(WHAT TO PRODUCE)
For each line below that contains the word "Avenue", return that line.

(THE RECORDS)
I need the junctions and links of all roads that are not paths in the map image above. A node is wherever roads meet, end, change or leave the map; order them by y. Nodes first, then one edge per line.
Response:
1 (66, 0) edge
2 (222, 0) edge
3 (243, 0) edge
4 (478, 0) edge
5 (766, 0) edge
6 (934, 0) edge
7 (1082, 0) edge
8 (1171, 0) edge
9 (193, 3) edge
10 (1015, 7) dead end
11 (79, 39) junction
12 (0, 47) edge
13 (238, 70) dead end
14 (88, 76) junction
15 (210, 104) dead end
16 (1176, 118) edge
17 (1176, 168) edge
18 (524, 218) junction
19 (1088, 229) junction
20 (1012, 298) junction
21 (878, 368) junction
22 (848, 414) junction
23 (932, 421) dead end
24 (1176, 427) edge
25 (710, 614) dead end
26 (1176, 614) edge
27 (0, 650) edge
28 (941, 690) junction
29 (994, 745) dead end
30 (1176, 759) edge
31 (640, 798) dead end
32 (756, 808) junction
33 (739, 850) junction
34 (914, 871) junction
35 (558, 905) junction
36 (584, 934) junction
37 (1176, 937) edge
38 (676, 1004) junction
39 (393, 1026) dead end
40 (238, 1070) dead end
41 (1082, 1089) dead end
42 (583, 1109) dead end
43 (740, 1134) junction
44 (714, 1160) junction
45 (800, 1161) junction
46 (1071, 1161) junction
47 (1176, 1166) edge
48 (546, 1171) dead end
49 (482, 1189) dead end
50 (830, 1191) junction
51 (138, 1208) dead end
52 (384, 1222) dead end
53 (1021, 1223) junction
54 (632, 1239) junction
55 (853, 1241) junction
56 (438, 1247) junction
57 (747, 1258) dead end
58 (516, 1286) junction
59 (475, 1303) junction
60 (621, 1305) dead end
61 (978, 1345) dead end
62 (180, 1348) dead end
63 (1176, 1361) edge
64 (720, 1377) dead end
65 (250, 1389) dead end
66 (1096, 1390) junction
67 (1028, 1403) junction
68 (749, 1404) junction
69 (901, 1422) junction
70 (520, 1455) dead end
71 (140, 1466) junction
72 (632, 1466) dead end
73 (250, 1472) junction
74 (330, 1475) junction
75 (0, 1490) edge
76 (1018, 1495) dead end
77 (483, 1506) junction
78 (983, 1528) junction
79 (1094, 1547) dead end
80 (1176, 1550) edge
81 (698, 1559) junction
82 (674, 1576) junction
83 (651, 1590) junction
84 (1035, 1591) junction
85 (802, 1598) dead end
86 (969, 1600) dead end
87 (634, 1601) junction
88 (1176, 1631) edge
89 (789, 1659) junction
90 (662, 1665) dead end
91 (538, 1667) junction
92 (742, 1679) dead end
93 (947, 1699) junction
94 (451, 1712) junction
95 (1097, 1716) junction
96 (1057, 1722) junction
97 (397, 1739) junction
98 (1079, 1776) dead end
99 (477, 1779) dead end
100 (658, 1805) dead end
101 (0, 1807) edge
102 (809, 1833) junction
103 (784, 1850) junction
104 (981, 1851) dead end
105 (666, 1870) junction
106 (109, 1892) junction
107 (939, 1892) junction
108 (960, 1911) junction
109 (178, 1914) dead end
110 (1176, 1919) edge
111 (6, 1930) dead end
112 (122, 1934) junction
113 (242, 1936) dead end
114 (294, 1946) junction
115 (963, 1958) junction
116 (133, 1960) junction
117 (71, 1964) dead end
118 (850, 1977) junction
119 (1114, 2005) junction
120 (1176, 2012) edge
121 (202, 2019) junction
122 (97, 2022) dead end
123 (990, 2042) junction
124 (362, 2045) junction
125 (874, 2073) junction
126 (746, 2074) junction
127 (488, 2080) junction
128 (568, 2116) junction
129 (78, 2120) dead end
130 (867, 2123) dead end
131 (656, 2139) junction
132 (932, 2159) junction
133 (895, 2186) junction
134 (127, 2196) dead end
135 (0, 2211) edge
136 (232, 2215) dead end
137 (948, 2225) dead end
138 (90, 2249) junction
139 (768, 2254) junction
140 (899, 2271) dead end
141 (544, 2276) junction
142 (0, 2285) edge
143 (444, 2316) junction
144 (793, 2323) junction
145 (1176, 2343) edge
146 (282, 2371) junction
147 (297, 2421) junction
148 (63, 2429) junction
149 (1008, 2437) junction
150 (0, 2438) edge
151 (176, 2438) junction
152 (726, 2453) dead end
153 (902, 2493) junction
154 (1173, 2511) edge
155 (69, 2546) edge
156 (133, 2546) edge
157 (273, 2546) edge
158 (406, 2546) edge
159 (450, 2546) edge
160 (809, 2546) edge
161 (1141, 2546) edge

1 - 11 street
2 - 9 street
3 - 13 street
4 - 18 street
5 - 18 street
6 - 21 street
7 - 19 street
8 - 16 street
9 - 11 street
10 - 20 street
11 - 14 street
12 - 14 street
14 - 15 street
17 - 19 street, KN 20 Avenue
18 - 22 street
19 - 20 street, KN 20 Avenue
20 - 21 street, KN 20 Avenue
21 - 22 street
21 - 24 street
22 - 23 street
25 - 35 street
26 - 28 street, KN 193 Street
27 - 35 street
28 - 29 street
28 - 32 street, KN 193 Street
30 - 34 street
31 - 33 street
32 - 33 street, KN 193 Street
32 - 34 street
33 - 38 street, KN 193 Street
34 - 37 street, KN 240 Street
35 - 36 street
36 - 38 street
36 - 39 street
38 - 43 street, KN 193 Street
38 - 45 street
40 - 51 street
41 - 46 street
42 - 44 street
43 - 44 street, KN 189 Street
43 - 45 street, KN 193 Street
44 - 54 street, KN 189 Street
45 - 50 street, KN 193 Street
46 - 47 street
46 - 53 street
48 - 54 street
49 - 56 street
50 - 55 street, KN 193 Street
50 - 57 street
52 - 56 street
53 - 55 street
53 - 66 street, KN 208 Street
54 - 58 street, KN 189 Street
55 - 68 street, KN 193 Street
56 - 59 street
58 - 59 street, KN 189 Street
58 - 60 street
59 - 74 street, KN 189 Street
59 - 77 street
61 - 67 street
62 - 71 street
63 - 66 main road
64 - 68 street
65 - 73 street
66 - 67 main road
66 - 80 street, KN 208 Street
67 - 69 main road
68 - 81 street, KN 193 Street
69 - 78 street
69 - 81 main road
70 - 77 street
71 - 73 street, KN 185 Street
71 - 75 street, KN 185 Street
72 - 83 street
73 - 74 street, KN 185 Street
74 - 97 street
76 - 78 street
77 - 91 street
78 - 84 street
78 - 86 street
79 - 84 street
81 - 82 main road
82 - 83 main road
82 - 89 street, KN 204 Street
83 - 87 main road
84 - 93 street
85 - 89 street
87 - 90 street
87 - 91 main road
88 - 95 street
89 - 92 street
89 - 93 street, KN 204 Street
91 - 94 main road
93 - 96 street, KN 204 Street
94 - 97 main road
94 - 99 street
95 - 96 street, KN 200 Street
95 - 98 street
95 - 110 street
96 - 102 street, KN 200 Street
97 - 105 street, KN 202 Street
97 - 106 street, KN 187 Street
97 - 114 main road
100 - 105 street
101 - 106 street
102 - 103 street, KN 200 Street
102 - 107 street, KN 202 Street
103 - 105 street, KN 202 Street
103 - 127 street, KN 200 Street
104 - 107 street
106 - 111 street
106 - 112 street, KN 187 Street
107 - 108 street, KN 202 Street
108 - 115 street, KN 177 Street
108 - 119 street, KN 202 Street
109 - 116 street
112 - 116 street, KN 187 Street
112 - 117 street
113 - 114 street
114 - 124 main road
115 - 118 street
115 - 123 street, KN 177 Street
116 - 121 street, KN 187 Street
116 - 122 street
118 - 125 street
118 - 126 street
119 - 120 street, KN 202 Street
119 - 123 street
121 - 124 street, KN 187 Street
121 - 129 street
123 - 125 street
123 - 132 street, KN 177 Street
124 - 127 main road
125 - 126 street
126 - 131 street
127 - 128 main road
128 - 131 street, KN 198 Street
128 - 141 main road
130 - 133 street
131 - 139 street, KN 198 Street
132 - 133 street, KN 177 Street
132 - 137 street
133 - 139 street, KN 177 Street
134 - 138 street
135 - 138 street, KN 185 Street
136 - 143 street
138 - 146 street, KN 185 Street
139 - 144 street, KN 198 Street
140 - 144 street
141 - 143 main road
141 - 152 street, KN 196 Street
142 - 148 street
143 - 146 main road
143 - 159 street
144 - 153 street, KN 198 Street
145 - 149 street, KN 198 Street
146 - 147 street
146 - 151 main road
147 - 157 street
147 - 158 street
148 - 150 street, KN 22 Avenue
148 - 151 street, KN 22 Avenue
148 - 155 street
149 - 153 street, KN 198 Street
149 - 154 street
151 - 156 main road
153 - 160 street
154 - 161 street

(OUTPUT OF THE EXERCISE)
17 - 19 street, KN 20 Avenue
19 - 20 street, KN 20 Avenue
20 - 21 street, KN 20 Avenue
148 - 150 street, KN 22 Avenue
148 - 151 street, KN 22 Avenue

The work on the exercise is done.